WORK TASK: Copy the result of filtering the entries below for lines that include the string "Комсомольская".

WORKING DATA:

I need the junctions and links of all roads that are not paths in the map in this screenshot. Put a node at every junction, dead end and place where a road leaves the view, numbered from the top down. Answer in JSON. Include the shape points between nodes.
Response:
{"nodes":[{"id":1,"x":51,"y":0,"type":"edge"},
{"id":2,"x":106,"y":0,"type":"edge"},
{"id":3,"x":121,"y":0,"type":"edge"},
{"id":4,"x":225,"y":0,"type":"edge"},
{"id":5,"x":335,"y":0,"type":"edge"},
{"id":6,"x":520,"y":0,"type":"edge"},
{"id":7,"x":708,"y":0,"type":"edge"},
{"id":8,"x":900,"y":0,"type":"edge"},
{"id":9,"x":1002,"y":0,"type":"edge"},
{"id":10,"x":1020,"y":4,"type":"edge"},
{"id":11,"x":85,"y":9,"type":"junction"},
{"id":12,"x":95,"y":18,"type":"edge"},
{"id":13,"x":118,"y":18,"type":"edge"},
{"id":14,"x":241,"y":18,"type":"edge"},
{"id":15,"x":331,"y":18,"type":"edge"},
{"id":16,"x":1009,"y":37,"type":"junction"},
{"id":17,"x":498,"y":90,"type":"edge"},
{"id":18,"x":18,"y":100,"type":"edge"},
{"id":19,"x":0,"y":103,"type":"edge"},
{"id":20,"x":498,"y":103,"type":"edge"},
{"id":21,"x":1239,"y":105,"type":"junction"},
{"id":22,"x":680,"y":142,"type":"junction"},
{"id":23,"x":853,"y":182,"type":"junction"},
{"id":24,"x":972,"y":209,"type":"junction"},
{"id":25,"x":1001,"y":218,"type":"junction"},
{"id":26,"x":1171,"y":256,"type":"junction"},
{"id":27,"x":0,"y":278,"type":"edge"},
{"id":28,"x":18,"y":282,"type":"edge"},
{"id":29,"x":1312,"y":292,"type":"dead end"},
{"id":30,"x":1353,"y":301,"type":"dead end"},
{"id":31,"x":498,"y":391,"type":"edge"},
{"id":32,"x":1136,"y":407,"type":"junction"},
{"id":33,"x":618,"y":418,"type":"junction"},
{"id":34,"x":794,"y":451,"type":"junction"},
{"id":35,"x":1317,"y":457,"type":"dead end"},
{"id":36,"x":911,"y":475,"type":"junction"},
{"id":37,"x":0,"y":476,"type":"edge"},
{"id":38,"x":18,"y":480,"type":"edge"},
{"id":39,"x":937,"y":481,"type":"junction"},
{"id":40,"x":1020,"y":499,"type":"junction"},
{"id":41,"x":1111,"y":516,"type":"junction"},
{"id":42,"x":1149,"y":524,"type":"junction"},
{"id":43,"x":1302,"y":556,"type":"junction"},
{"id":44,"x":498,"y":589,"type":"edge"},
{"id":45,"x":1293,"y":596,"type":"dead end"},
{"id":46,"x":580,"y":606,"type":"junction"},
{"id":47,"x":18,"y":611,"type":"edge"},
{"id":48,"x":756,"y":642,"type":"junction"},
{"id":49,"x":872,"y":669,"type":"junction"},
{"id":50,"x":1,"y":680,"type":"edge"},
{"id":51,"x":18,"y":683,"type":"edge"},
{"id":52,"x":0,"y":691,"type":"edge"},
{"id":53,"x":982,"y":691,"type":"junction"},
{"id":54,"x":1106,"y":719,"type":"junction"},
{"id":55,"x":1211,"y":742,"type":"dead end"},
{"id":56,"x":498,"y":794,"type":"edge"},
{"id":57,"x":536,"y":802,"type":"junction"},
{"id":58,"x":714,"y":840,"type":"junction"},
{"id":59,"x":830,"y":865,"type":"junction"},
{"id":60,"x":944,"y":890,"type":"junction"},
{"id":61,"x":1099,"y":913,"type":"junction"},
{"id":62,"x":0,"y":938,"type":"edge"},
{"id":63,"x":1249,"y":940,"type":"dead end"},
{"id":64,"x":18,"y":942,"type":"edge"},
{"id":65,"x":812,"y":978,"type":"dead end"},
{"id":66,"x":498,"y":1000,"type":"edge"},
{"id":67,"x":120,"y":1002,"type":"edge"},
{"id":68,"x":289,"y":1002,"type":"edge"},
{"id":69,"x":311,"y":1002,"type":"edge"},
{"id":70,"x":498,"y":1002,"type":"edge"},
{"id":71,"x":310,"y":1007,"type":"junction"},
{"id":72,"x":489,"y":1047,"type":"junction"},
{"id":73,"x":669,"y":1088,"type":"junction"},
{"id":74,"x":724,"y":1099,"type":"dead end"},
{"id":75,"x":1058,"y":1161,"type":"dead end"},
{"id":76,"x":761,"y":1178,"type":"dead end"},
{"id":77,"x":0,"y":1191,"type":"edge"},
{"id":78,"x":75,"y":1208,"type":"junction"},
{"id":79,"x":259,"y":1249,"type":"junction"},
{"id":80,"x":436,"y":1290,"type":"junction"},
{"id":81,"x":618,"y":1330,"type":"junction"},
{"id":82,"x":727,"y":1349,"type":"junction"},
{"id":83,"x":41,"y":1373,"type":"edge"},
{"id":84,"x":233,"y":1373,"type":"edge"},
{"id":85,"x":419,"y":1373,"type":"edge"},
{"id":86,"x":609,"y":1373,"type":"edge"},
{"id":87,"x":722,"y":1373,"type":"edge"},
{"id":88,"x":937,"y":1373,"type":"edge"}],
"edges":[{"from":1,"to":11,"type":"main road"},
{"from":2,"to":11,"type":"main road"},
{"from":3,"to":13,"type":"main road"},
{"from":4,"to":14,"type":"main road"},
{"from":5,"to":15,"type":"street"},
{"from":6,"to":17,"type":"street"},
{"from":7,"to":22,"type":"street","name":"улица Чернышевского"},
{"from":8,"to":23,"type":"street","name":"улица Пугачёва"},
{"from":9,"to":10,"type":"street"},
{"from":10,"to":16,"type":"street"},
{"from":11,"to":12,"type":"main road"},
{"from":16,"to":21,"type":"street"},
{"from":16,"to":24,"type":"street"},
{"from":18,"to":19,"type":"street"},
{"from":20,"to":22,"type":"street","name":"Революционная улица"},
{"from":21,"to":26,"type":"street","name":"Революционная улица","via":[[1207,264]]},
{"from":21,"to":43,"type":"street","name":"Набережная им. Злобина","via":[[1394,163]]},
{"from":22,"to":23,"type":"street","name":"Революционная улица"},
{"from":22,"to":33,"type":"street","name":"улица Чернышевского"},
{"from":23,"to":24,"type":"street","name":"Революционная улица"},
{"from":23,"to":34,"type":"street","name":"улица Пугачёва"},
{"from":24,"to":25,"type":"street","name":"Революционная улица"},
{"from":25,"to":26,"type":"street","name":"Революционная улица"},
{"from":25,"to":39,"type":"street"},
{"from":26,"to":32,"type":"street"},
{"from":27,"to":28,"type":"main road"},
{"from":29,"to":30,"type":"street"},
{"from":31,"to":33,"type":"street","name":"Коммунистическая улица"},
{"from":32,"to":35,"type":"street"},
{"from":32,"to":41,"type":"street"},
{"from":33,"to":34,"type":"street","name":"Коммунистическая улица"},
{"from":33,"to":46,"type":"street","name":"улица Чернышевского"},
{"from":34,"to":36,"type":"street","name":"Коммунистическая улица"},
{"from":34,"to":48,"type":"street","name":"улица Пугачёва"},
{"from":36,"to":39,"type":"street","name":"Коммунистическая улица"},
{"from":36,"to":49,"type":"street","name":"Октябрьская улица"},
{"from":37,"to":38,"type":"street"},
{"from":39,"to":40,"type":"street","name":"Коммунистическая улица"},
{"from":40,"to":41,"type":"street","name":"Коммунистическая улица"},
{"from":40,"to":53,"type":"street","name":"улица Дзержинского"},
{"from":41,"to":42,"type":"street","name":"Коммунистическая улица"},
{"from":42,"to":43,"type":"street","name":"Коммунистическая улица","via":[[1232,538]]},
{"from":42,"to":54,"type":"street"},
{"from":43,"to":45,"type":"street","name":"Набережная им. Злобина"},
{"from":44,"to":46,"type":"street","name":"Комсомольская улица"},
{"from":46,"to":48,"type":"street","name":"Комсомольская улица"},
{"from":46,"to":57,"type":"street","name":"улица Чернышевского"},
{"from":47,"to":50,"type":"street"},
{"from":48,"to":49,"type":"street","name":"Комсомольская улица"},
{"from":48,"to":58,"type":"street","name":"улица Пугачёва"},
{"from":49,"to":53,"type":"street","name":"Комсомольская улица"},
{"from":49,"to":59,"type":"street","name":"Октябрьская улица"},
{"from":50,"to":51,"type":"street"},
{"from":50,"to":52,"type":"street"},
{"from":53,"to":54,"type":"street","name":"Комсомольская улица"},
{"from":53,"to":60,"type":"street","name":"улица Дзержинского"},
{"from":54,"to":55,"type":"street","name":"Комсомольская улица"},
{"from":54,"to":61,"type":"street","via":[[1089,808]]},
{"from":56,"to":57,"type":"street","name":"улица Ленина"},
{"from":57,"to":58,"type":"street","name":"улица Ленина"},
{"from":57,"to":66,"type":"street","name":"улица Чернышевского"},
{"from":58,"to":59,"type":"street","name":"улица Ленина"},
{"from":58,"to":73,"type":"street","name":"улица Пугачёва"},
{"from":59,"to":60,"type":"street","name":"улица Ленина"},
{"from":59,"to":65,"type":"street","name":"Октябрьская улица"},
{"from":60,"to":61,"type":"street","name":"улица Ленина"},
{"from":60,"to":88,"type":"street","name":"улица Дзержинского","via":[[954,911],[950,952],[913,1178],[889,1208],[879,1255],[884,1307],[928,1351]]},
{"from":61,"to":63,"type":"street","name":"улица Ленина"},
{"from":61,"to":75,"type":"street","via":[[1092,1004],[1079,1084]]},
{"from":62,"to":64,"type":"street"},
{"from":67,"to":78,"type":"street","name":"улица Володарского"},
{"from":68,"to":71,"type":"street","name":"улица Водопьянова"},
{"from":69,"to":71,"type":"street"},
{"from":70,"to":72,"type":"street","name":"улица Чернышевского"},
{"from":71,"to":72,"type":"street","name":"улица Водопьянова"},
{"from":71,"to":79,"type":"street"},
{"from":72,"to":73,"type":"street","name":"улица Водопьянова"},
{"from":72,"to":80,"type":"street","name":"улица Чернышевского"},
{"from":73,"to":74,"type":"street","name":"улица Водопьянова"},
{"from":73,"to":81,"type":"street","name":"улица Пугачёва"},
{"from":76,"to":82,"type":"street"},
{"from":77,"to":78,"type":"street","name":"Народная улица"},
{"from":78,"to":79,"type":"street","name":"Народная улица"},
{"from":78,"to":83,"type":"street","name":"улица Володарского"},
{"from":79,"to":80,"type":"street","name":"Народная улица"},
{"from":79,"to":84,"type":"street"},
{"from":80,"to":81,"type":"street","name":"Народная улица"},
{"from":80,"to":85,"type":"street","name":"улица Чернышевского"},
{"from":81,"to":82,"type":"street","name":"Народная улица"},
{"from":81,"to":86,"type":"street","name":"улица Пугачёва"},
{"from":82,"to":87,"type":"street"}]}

ANSWER TO THIS TASK:
{"from":44,"to":46,"type":"street","name":"Комсомольская улица"},
{"from":46,"to":48,"type":"street","name":"Комсомольская улица"},
{"from":48,"to":49,"type":"street","name":"Комсомольская улица"},
{"from":49,"to":53,"type":"street","name":"Комсомольская улица"},
{"from":53,"to":54,"type":"street","name":"Комсомольская улица"},
{"from":54,"to":55,"type":"street","name":"Комсомольская улица"},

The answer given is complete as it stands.